__WHAT IS NEEDED__:
The records that follow must be repeated verbatim, every one of them.

__PROVIDED INFORMATION__:
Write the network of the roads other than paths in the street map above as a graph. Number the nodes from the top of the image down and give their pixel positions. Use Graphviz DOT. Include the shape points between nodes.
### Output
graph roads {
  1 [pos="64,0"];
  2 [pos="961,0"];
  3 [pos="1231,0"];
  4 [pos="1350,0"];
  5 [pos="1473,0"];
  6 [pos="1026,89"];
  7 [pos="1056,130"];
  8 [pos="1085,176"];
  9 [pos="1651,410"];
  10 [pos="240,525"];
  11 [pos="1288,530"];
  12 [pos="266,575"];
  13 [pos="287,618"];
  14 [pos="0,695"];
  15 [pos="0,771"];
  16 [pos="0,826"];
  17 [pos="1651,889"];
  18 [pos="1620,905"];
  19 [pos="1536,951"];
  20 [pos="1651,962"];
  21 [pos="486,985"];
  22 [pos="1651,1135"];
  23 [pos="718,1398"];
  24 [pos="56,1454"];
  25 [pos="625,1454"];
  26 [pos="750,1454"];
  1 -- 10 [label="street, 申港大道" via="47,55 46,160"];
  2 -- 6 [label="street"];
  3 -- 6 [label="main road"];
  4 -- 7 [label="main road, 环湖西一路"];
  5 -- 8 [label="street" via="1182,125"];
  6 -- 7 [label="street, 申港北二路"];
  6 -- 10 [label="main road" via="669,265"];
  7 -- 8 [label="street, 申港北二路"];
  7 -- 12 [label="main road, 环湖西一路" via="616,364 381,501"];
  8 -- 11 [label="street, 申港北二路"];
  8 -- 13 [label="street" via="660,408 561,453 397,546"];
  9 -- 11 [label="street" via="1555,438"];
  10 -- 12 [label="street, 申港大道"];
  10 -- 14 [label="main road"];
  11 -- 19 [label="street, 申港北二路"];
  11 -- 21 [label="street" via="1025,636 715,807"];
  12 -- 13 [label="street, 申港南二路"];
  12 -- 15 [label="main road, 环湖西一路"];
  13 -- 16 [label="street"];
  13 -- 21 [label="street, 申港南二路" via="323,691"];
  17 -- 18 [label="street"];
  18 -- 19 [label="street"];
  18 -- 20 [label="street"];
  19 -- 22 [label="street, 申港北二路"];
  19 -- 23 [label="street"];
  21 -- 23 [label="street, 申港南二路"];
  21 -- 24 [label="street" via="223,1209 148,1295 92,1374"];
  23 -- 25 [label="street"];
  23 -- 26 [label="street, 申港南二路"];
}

__EXERCISE SOLUTION__:
Write the network of the roads other than paths in the street map above as a graph. Number the nodes from the top of the image down and give their pixel positions. Use Graphviz DOT. Include the shape points between nodes.
### Output
graph roads {
  1 [pos="64,0"];
  2 [pos="961,0"];
  3 [pos="1231,0"];
  4 [pos="1350,0"];
  5 [pos="1473,0"];
  6 [pos="1026,89"];
  7 [pos="1056,130"];
  8 [pos="1085,176"];
  9 [pos="1651,410"];
  10 [pos="240,525"];
  11 [pos="1288,530"];
  12 [pos="266,575"];
  13 [pos="287,618"];
  14 [pos="0,695"];
  15 [pos="0,771"];
  16 [pos="0,826"];
  17 [pos="1651,889"];
  18 [pos="1620,905"];
  19 [pos="1536,951"];
  20 [pos="1651,962"];
  21 [pos="486,985"];
  22 [pos="1651,1135"];
  23 [pos="718,1398"];
  24 [pos="56,1454"];
  25 [pos="625,1454"];
  26 [pos="750,1454"];
  1 -- 10 [label="street, 申港大道" via="47,55 46,160"];
  2 -- 6 [label="street"];
  3 -- 6 [label="main road"];
  4 -- 7 [label="main road, 环湖西一路"];
  5 -- 8 [label="street" via="1182,125"];
  6 -- 7 [label="street, 申港北二路"];
  6 -- 10 [label="main road" via="669,265"];
  7 -- 8 [label="street, 申港北二路"];
  7 -- 12 [label="main road, 环湖西一路" via="616,364 381,501"];
  8 -- 11 [label="street, 申港北二路"];
  8 -- 13 [label="street" via="660,408 561,453 397,546"];
  9 -- 11 [label="street" via="1555,438"];
  10 -- 12 [label="street, 申港大道"];
  10 -- 14 [label="main road"];
  11 -- 19 [label="street, 申港北二路"];
  11 -- 21 [label="street" via="1025,636 715,807"];
  12 -- 13 [label="street, 申港南二路"];
  12 -- 15 [label="main road, 环湖西一路"];
  13 -- 16 [label="street"];
  13 -- 21 [label="street, 申港南二路" via="323,691"];
  17 -- 18 [label="street"];
  18 -- 19 [label="street"];
  18 -- 20 [label="street"];
  19 -- 22 [label="street, 申港北二路"];
  19 -- 23 [label="street"];
  21 -- 23 [label="street, 申港南二路"];
  21 -- 24 [label="street" via="223,1209 148,1295 92,1374"];
  23 -- 25 [label="street"];
  23 -- 26 [label="street, 申港南二路"];
}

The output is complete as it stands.